Task prompt → Work through the data line by line, gathering every line that has the word "Court".

────────────────

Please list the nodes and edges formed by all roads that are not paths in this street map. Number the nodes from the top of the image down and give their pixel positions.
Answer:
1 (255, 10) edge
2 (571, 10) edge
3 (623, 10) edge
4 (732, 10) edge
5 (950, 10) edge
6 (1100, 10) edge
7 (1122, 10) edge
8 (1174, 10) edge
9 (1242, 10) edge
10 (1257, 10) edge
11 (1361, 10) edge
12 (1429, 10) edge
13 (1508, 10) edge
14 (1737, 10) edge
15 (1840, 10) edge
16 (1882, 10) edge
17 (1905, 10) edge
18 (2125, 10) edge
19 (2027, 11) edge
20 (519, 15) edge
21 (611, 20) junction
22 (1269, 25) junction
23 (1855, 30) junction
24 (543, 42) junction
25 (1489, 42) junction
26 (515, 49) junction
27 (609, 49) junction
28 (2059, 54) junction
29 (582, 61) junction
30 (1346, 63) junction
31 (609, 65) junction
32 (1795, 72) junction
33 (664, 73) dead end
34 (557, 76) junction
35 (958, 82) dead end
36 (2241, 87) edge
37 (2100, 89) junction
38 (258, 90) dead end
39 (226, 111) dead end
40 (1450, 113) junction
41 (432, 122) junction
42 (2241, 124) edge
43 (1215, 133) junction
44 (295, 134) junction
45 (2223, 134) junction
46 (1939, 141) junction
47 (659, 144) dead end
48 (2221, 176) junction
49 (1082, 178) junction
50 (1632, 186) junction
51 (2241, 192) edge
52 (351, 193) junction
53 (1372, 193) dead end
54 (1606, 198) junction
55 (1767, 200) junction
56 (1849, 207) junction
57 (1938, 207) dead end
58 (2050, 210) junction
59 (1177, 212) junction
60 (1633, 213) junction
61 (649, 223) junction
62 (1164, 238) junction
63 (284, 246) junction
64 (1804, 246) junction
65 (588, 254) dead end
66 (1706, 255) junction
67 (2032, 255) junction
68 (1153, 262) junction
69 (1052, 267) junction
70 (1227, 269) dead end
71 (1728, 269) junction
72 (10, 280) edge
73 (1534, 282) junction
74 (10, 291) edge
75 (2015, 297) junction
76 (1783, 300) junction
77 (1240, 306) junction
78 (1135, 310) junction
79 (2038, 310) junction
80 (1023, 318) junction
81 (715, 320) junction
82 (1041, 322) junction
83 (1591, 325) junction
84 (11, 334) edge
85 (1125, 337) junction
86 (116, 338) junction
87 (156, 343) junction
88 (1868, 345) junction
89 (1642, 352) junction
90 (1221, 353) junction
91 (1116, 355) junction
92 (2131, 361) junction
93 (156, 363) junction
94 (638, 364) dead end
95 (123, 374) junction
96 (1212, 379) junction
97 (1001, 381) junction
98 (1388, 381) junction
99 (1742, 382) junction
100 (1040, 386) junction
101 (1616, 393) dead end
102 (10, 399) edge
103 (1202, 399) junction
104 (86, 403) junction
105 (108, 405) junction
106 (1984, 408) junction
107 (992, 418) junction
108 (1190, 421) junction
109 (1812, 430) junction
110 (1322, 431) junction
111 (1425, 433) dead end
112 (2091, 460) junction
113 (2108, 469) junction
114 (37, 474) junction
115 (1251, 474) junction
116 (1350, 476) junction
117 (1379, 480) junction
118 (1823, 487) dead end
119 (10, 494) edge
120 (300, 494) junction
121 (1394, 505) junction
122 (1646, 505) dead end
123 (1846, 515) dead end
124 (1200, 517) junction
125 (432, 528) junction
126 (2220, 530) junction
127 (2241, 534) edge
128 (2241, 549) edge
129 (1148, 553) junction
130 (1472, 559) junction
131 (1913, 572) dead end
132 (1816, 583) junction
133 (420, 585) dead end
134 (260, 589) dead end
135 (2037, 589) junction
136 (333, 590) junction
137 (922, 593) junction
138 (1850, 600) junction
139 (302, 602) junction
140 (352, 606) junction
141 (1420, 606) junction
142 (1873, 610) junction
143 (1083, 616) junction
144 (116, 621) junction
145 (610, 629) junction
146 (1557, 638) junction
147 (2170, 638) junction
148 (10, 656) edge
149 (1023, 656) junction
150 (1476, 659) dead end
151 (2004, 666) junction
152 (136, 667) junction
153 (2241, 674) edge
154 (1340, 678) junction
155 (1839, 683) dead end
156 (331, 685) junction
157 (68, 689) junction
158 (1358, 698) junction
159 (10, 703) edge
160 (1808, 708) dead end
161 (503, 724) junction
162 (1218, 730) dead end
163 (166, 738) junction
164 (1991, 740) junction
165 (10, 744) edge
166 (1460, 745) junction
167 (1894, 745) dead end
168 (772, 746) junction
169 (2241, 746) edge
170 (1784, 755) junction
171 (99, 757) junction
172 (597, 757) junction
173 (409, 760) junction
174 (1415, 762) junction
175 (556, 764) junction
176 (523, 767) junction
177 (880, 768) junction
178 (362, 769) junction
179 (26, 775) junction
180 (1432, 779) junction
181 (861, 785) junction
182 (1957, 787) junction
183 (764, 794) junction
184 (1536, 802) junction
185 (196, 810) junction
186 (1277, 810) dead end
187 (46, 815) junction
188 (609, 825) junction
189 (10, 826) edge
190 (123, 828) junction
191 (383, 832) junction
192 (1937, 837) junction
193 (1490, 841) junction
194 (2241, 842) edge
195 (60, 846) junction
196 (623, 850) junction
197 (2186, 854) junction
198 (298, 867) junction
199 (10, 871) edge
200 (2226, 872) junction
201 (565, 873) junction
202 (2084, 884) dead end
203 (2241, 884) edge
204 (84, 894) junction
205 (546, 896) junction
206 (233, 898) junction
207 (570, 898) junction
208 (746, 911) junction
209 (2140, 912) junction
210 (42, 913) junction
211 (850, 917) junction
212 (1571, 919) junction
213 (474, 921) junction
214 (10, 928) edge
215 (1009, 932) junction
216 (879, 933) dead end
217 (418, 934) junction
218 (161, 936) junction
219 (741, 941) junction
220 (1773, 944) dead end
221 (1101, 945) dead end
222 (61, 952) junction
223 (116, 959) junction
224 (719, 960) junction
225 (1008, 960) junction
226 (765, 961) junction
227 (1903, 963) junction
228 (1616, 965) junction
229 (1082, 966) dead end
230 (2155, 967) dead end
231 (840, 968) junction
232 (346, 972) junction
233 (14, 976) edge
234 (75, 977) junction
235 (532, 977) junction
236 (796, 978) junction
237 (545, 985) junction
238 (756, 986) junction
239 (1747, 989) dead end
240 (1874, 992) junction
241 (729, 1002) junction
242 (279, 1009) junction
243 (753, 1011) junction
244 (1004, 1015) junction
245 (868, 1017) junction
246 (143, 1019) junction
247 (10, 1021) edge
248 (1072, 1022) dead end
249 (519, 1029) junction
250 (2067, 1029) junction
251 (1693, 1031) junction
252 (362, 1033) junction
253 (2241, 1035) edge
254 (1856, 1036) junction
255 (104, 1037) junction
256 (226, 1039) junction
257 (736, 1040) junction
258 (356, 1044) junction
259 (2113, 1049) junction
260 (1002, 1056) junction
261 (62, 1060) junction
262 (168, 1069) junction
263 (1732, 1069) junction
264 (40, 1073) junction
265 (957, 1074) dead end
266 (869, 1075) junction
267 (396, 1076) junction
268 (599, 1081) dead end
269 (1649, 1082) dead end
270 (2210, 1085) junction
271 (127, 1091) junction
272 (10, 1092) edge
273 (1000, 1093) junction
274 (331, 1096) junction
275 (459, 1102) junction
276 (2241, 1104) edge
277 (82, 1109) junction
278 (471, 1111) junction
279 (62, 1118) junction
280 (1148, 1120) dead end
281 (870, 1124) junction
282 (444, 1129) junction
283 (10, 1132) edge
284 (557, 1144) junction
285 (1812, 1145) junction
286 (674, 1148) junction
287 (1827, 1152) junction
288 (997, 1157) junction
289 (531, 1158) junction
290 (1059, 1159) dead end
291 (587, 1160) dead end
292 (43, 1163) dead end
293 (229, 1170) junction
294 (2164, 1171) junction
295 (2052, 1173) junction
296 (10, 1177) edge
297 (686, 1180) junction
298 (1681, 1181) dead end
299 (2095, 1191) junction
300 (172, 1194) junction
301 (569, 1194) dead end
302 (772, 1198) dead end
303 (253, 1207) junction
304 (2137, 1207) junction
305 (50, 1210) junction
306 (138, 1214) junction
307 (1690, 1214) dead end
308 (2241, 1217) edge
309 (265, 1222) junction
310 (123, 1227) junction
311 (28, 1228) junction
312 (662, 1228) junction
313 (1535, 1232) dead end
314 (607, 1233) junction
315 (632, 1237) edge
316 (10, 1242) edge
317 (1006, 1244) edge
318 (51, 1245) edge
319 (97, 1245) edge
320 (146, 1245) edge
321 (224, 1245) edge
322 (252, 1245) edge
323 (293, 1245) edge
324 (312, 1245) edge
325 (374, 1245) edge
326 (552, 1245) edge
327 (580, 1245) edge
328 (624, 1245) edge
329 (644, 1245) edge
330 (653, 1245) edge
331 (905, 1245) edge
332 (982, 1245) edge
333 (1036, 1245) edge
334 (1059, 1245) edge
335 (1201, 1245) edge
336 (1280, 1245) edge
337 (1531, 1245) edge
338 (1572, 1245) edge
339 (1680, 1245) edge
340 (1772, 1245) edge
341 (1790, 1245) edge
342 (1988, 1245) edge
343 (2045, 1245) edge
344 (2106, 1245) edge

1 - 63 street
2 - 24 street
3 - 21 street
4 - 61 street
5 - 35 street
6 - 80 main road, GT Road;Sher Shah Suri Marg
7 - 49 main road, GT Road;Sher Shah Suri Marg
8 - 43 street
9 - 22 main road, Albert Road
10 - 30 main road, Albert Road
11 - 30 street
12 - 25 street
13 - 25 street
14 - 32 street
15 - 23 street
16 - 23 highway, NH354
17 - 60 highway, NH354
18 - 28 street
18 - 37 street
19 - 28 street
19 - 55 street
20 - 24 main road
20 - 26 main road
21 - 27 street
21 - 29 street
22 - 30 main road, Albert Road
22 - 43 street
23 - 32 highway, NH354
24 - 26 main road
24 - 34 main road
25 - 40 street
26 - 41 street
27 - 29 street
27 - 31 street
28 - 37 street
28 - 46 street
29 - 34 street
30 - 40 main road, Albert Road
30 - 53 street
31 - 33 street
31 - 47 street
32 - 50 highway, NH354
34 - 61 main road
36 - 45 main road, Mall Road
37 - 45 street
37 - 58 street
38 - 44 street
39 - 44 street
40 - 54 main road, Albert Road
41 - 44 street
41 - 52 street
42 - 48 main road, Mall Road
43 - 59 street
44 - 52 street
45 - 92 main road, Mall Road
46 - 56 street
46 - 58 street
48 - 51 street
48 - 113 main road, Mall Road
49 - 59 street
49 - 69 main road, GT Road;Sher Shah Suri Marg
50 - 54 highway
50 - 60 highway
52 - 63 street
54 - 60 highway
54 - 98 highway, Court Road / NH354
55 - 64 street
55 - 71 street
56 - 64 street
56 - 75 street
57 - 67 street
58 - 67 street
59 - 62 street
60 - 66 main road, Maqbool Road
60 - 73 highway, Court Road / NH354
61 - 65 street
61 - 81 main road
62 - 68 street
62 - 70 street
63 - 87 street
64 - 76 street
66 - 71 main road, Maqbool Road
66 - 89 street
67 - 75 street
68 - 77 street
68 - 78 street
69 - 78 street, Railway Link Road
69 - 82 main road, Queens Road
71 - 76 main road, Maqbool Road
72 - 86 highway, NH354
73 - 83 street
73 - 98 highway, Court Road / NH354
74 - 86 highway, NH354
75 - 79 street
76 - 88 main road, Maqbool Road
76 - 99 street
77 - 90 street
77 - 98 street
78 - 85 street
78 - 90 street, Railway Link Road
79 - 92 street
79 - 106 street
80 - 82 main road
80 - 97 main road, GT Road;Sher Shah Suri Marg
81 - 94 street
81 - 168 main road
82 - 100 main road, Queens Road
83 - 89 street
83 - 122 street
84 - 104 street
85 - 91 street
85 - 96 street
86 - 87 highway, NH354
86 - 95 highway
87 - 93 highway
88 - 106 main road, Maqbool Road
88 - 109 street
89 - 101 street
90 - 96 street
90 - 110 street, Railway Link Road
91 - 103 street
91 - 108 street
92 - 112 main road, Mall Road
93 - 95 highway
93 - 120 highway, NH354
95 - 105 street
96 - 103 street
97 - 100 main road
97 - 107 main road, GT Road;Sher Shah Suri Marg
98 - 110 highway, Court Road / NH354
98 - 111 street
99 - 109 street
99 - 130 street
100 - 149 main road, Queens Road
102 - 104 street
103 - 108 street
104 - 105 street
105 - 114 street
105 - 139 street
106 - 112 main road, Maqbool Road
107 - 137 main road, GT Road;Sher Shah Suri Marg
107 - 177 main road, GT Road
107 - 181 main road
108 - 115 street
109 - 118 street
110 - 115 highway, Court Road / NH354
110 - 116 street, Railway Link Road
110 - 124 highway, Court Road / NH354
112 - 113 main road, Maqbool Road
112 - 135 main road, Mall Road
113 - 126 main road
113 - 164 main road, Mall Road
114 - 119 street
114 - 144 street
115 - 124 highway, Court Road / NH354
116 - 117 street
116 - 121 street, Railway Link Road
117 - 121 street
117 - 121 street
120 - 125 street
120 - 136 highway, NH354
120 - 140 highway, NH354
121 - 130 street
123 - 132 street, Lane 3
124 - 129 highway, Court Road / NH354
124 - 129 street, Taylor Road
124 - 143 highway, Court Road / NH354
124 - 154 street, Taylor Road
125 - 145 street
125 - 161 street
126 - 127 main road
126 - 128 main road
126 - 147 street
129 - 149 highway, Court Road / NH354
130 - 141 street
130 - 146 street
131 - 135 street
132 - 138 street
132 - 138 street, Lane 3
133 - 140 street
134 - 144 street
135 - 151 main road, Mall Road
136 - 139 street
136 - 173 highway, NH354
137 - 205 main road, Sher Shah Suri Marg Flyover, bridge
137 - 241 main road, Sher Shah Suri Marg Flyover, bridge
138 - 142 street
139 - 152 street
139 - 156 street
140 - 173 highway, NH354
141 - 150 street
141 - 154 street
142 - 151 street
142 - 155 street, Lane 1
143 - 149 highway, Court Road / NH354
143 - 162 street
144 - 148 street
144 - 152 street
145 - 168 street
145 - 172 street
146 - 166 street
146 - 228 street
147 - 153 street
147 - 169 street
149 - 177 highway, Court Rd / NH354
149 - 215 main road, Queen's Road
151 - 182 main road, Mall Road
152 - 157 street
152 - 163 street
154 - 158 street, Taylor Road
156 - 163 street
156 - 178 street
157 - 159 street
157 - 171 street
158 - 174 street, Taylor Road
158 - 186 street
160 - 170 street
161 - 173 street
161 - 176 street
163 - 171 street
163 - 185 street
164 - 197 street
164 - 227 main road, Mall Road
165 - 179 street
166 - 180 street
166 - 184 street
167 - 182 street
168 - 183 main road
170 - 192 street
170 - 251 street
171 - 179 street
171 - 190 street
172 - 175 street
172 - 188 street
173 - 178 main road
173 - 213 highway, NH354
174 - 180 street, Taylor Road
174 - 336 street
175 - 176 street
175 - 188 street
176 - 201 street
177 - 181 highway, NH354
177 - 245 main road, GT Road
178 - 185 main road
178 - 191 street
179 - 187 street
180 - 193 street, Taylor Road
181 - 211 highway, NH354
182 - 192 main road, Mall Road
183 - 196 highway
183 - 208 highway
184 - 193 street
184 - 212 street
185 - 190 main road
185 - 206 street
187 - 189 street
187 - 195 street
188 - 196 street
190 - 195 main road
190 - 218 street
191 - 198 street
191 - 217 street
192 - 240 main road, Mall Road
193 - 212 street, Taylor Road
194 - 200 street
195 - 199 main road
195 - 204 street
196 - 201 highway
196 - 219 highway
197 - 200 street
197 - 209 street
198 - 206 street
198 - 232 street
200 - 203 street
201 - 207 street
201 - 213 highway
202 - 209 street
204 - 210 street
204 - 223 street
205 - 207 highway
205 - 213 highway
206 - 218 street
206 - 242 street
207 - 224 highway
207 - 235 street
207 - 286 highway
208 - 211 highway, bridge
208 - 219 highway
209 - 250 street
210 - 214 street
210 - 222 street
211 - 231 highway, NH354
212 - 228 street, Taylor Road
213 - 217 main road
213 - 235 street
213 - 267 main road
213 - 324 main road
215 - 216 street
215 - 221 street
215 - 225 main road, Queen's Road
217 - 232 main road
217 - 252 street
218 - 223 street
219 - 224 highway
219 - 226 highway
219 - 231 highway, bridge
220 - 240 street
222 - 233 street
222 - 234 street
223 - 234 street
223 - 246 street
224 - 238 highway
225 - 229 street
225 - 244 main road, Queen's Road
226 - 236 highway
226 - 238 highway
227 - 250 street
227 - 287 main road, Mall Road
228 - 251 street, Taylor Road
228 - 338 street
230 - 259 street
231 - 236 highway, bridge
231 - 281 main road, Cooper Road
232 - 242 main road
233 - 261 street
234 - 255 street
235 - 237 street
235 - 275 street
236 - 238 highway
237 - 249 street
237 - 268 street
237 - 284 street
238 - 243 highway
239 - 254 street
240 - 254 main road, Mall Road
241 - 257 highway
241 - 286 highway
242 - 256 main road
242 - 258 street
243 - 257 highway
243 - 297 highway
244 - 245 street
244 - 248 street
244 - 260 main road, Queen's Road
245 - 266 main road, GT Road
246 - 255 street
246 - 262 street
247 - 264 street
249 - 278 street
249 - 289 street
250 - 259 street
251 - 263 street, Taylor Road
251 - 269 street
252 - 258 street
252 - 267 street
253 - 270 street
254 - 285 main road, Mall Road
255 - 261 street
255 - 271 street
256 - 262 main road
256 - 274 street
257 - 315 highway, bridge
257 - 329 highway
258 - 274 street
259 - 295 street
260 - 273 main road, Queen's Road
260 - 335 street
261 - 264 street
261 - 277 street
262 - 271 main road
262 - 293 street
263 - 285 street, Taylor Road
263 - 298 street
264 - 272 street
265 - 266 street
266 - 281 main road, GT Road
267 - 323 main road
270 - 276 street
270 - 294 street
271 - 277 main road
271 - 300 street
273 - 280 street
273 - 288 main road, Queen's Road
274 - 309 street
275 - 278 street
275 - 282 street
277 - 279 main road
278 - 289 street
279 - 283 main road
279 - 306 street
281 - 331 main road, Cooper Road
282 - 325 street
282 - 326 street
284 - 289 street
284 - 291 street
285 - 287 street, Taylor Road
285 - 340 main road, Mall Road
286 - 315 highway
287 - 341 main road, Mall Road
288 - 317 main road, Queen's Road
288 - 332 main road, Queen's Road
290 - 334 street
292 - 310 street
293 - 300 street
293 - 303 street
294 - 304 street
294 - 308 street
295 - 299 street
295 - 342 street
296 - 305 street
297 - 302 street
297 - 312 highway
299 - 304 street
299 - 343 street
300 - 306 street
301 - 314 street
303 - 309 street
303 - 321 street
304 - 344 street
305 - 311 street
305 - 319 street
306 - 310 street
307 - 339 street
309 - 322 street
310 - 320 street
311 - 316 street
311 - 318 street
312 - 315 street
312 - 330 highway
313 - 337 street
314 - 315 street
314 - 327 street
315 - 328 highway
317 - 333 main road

────────────────

Result for this exercise →
54 - 98 highway, Court Road / NH354
60 - 73 highway, Court Road / NH354
73 - 98 highway, Court Road / NH354
98 - 110 highway, Court Road / NH354
110 - 115 highway, Court Road / NH354
110 - 124 highway, Court Road / NH354
115 - 124 highway, Court Road / NH354
124 - 129 highway, Court Road / NH354
124 - 143 highway, Court Road / NH354
129 - 149 highway, Court Road / NH354
143 - 149 highway, Court Road / NH354
149 - 177 highway, Court Rd / NH354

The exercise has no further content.